To continue to operate, or justify, centralized capitalism based on centuries-old postulates written in a completely different universe, much less a completely different era, is to ignore one of the most critical points of capitalism:
The first individual – or Adam, to use John Locke’s example in this argument so abbreviated as to perhaps do it an injustice – held natural rights, i.e., the rights to life, liberty and the pursuit of happiness. Since natural rights are immutable, intrinsic and inalienable to the individual, natural rights could not have been granted by governmental decree since these rights existed prior to the emergence of government.
And with the arrival of Eve (continuing with Locke’s examples), society was established. Thus both the individual and society preceded governmental institutions.
Adam and Eve also possessed a conscience, and the (properly functioning) conscience regulates the individual’s use of his or her natural rights so as not to infringe upon the natural rights of others, i.e., taking license. Of course, not everyone possesses a properly functioning conscience, so government emerged to regulate the public disputes between individuals.
But on what grounds was that government established? Since the individual-now-citizen (of a society) possessed natural rights and a conscience prior to government’s emergence, the citizenry held the sovereignty of a society, thus allowing them to bestow limited powers to government for the proper regulation of that society.
What Locke took for granted was the decentralized nature of the economy in his day, but this does not negate the equally credible argument that both the individual and society predated economic institutions as well.

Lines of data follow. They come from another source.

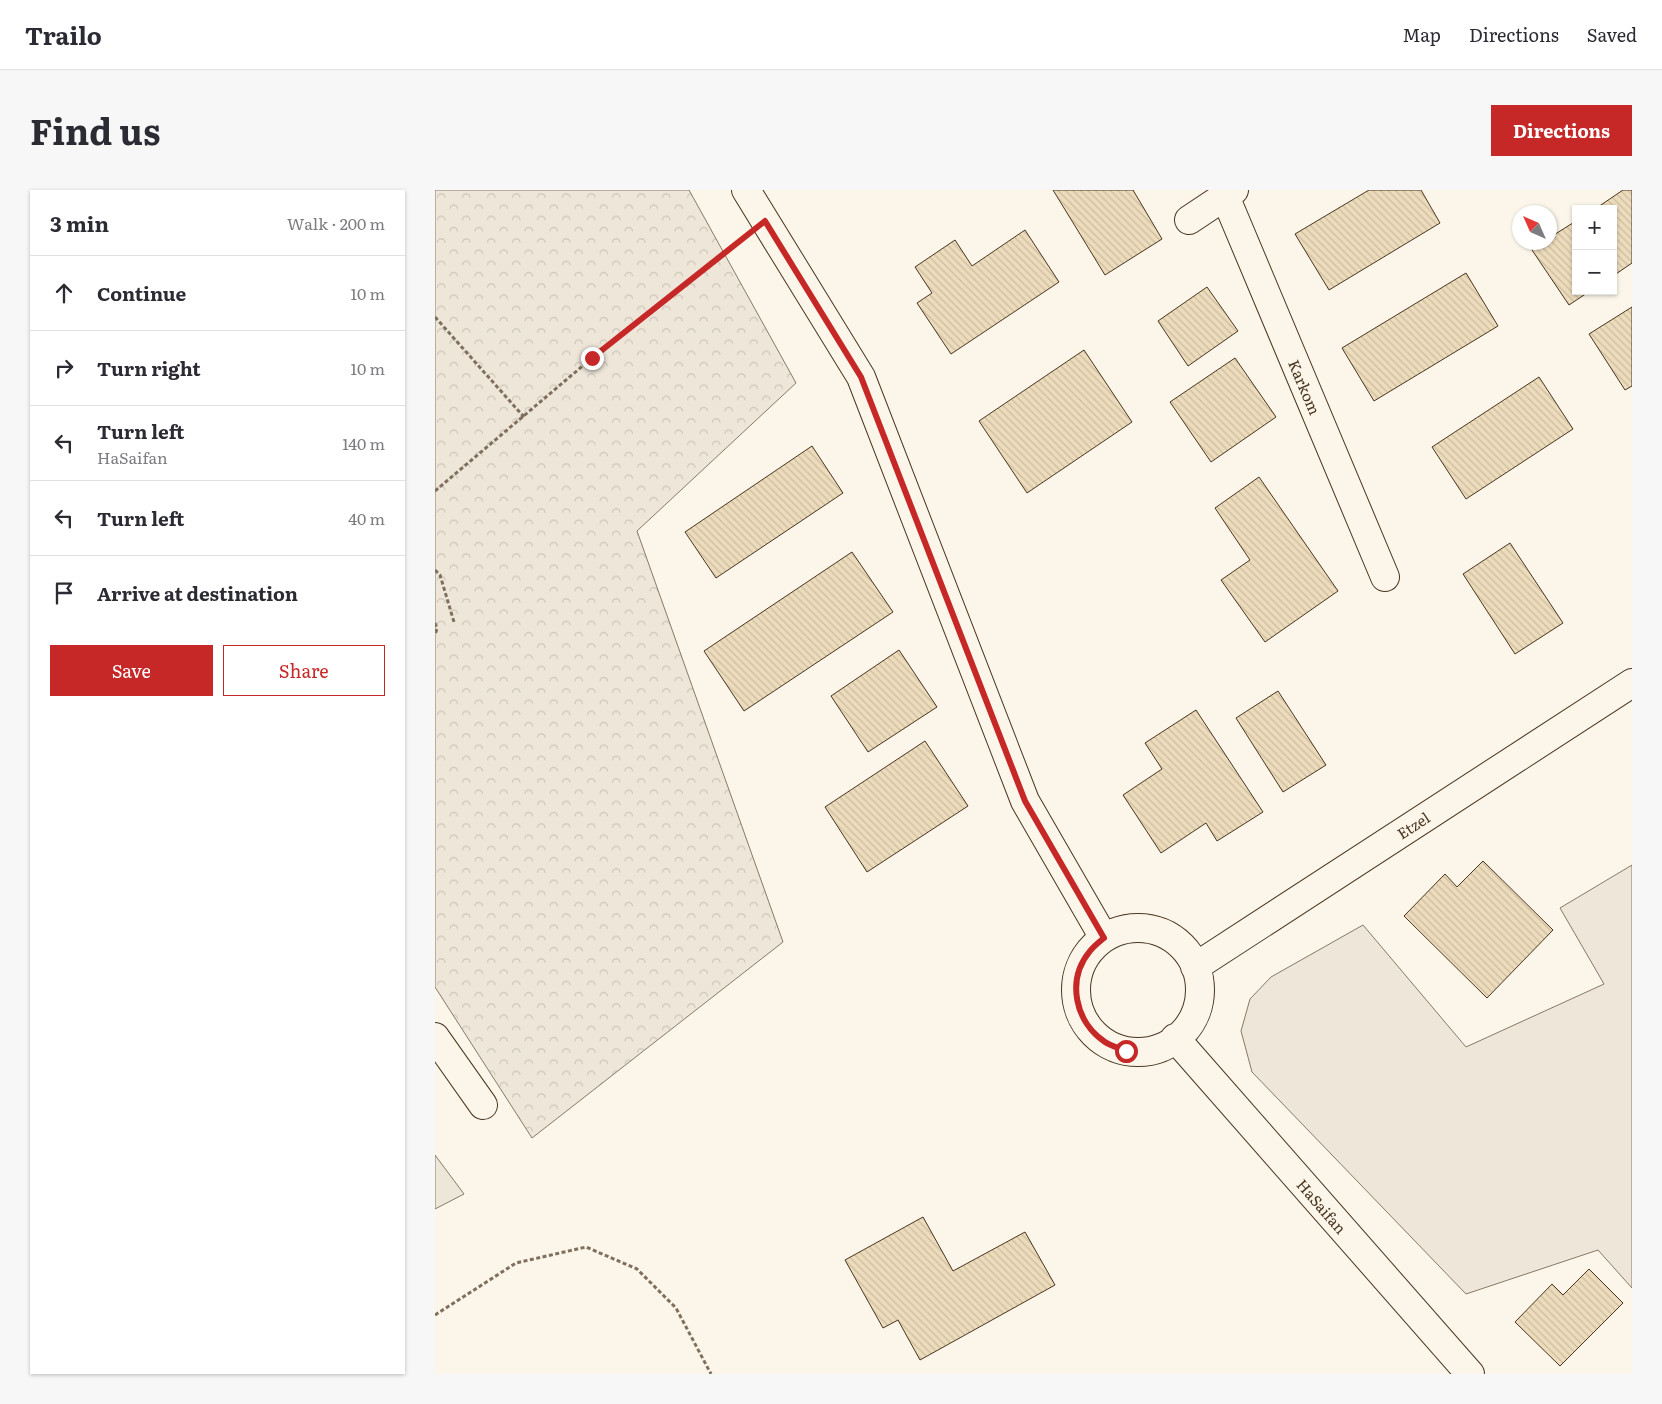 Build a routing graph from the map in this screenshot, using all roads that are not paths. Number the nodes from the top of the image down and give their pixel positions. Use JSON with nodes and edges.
{"nodes":[{"id":1,"x":746,"y":190,"type":"edge"},
{"id":2,"x":1229,"y":193,"type":"edge"},
{"id":3,"x":1189,"y":220,"type":"dead end"},
{"id":4,"x":1385,"y":577,"type":"dead end"},
{"id":5,"x":1632,"y":683,"type":"edge"},
{"id":6,"x":1104,"y":938,"type":"junction"},
{"id":7,"x":1195,"y":967,"type":"junction"},
{"id":8,"x":435,"y":1037,"type":"edge"},
{"id":9,"x":1175,"y":1038,"type":"junction"},
{"id":10,"x":483,"y":1104,"type":"dead end"},
{"id":11,"x":1470,"y":1374,"type":"edge"}],
"edges":[{"from":1,"to":6,"type":"street"},
{"from":2,"to":3,"type":"street"},
{"from":2,"to":4,"type":"street","name":"Karkom"},
{"from":5,"to":7,"type":"street","name":"Etzel"},
{"from":6,"to":7,"type":"street"},
{"from":6,"to":9,"type":"street"},
{"from":7,"to":9,"type":"street"},
{"from":8,"to":10,"type":"street"},
{"from":9,"to":11,"type":"street","name":"HaSaifan"}]} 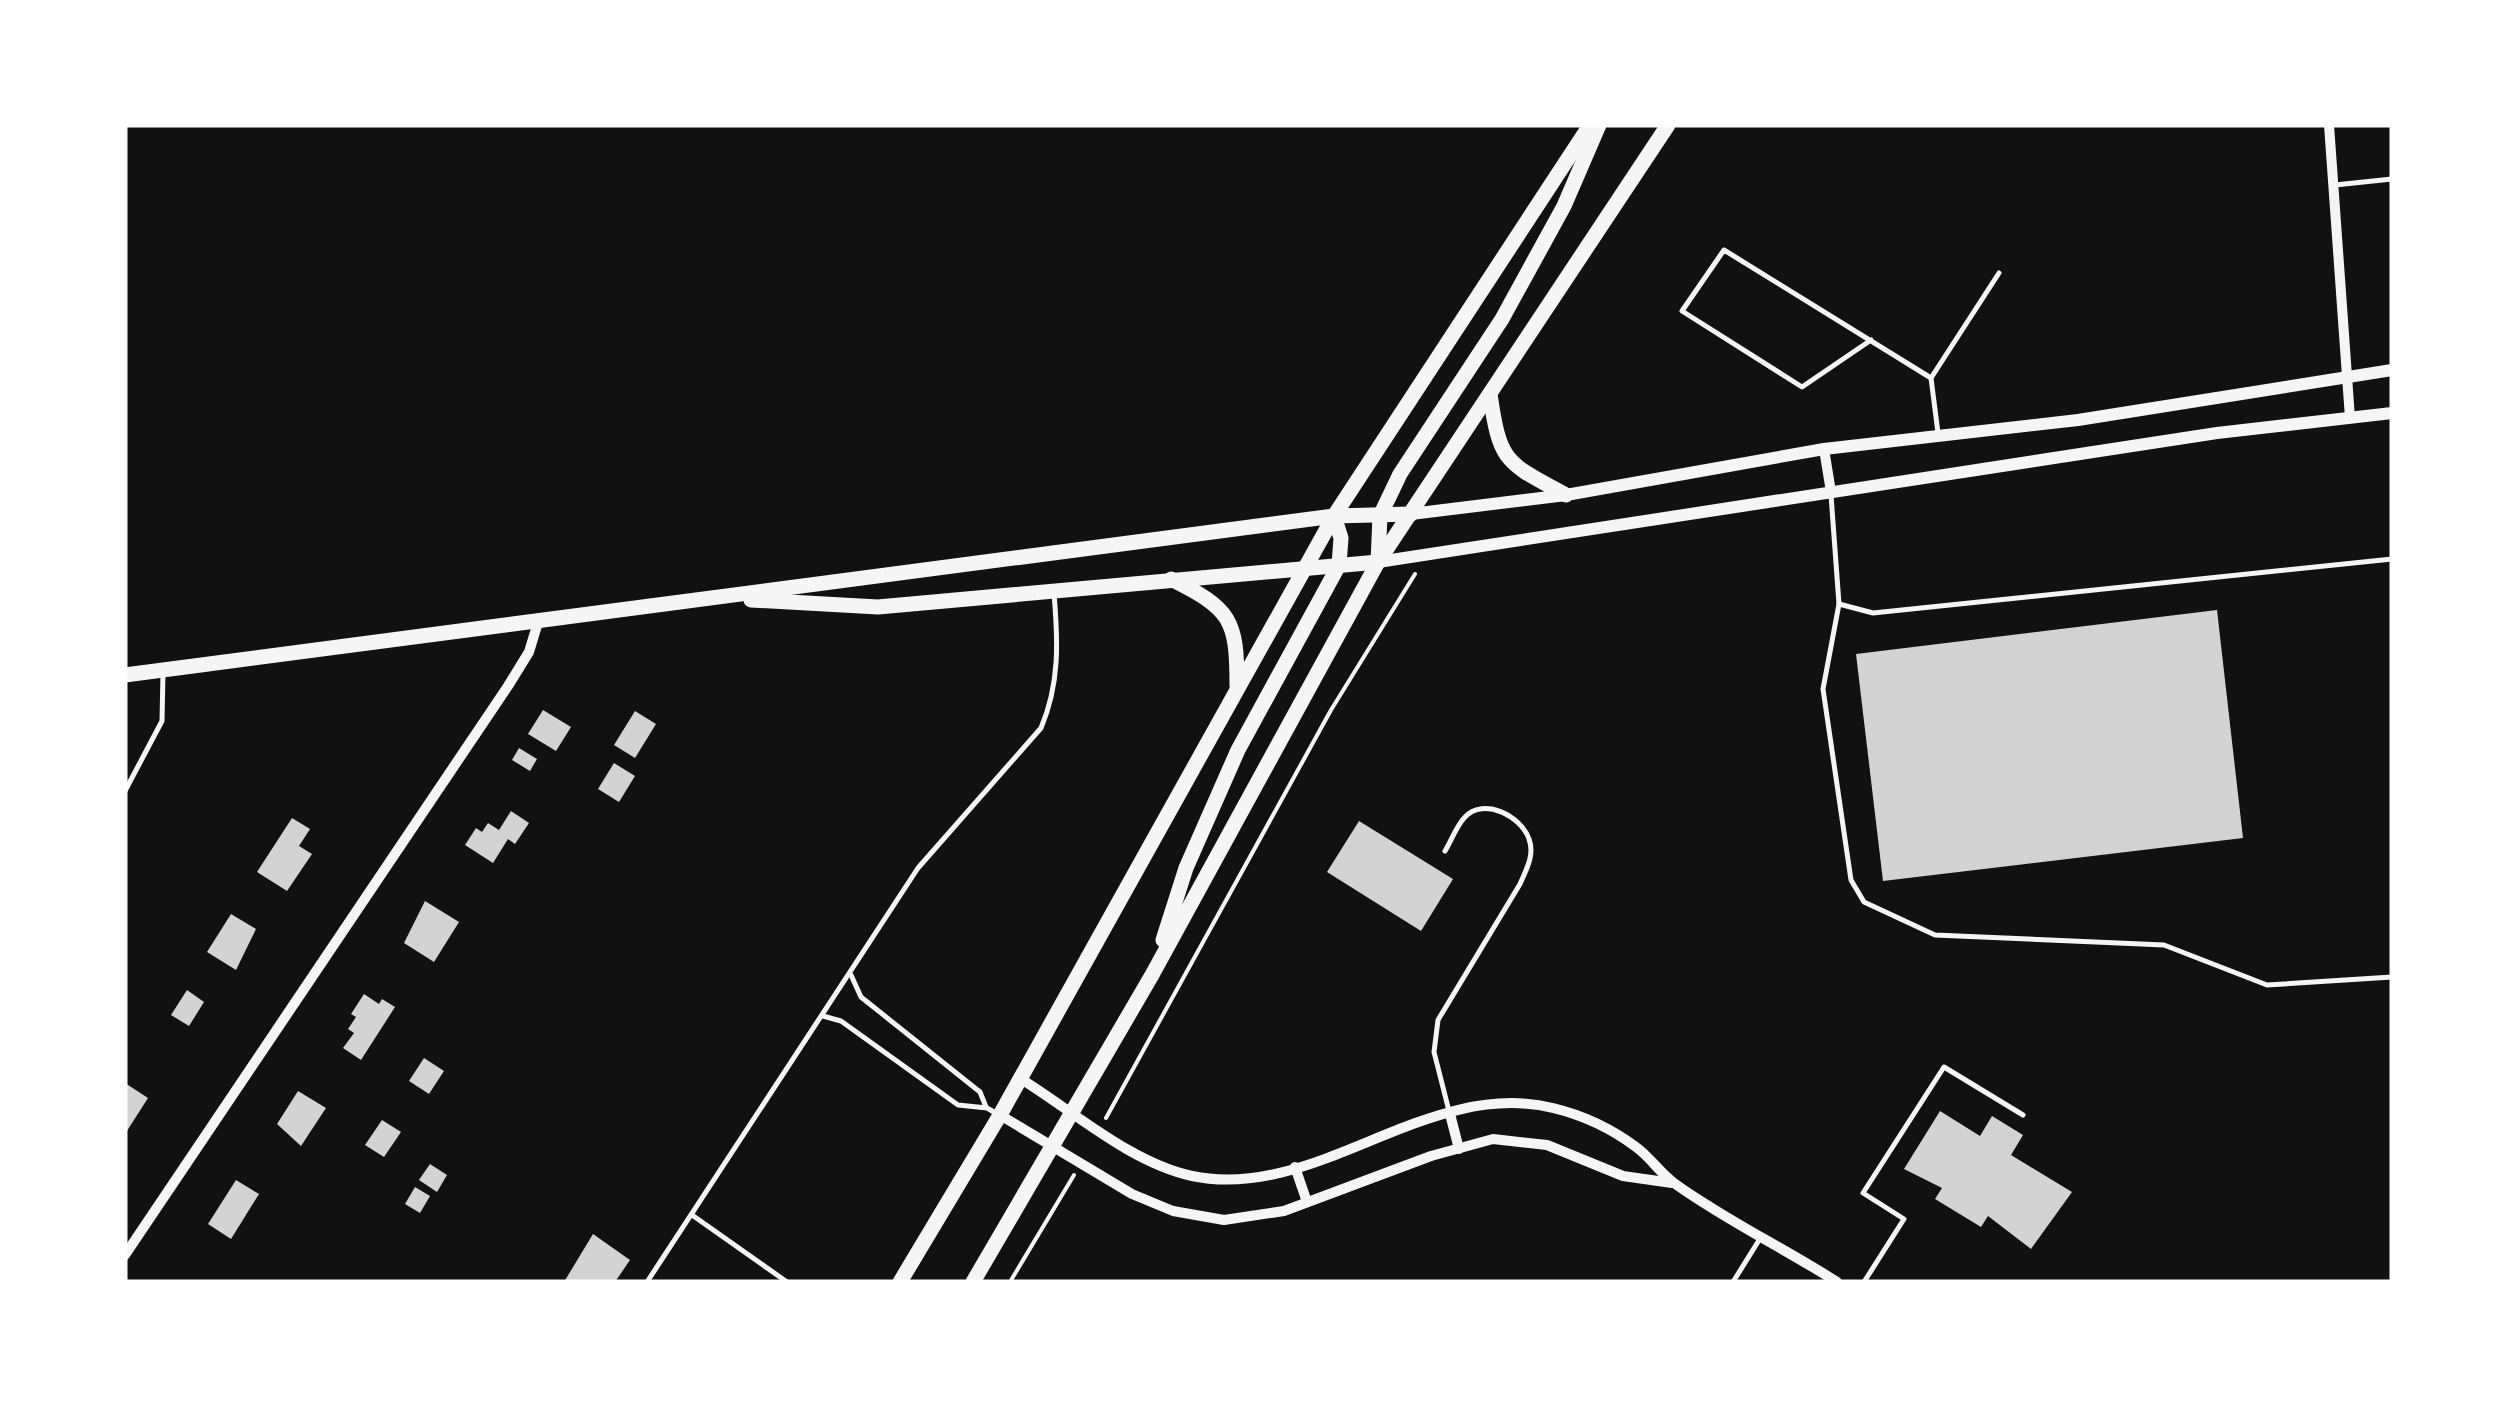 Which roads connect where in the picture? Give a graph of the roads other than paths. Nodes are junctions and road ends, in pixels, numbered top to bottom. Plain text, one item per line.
1 (1590, 125) edge
2 (1599, 125) edge
3 (1668, 125) edge
4 (2329, 125) edge
5 (2392, 179) edge
6 (2334, 186) junction
7 (1999, 274) dead end
8 (1871, 340) junction
9 (2392, 370) edge
10 (2348, 376) junction
11 (1931, 378) junction
12 (1490, 394) junction
13 (2392, 414) edge
14 (2350, 418) junction
15 (1938, 436) junction
16 (1824, 449) junction
17 (1831, 492) junction
18 (1566, 495) junction
19 (1411, 514) junction
20 (1334, 516) junction
21 (1380, 516) junction
22 (2392, 559) edge
23 (1378, 562) junction
24 (1339, 565) junction
25 (1306, 567) junction
26 (1170, 579) junction
27 (1054, 590) junction
28 (717, 598) junction
29 (1839, 604) junction
30 (540, 619) junction
31 (162, 670) junction
32 (125, 675) edge
33 (1238, 689) junction
34 (125, 791) edge
35 (1445, 851) dead end
36 (1152, 974) junction
37 (851, 975) junction
38 (2392, 976) edge
39 (823, 1016) junction
40 (1021, 1079) junction
41 (994, 1112) junction
42 (1073, 1112) junction
43 (1450, 1114) junction
44 (2023, 1115) dead end
45 (1054, 1148) junction
46 (1459, 1149) junction
47 (1294, 1167) junction
48 (1674, 1183) junction
49 (1306, 1202) junction
50 (692, 1215) junction
51 (1763, 1235) junction
52 (125, 1254) edge
53 (647, 1282) edge
54 (787, 1282) edge
55 (900, 1282) edge
56 (974, 1282) edge
57 (1733, 1282) edge
58 (1838, 1282) edge
59 (1864, 1282) edge

1 - 20 main road
2 - 21 main road
3 - 12 main road
4 - 6 street
5 - 6 lane
6 - 10 street
7 - 11 lane
8 - 8 lane
8 - 11 lane
9 - 10 street
10 - 14 street
10 - 15 street
11 - 15 lane
12 - 18 main road
12 - 19 main road
13 - 14 street
14 - 17 street
15 - 16 street
16 - 17 street
16 - 18 street
17 - 23 street
17 - 29 lane
18 - 19 street
19 - 21 main road
19 - 23 main road
20 - 21 main road
20 - 24 main road
20 - 25 main road
20 - 28 main road
21 - 23 main road
22 - 29 lane
23 - 24 main road
23 - 36 main road
24 - 25 main road
24 - 36 main road
25 - 26 main road
25 - 33 main road
26 - 27 main road
26 - 33 main road
27 - 28 main road
27 - 37 lane
28 - 30 main road
29 - 38 lane
30 - 31 main road
30 - 52 street
31 - 32 main road
31 - 34 lane
33 - 40 main road
35 - 43 lane
36 - 42 main road
37 - 39 lane
37 - 41 lane
39 - 41 lane
39 - 50 lane
40 - 41 main road
40 - 42 street
41 - 45 street
41 - 55 main road
42 - 45 main road
42 - 47 street
43 - 46 street
43 - 47 street
43 - 48 street
44 - 59 lane
45 - 49 street
45 - 56 main road
46 - 48 street
46 - 49 street
47 - 49 street
48 - 51 street
50 - 53 lane
50 - 54 lane
51 - 57 lane
51 - 58 street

Thus, both governmental and economic institutions are there to serve the individual, functioning as a citizen of a given society, and thus governmental and economic institutions should serve society.
Today, both the individual and society serve our heavily centralized, bureaucratized, massively ineffective, inept and corrupt governmental and economic institutions.
In essence, we now live in Wonderland, where everything is twisted upside down.
But if business owners, C-suite management and shareholders want to ensure the long-term viability of their firms, they better damn well start placing the needs of the ecosystem in which they operate ahead of their own short-term greed.
Build a business with a focus on the health of the ecosystem in which it operates, and the profits will come without the need for an obsessive focus on profit maximization.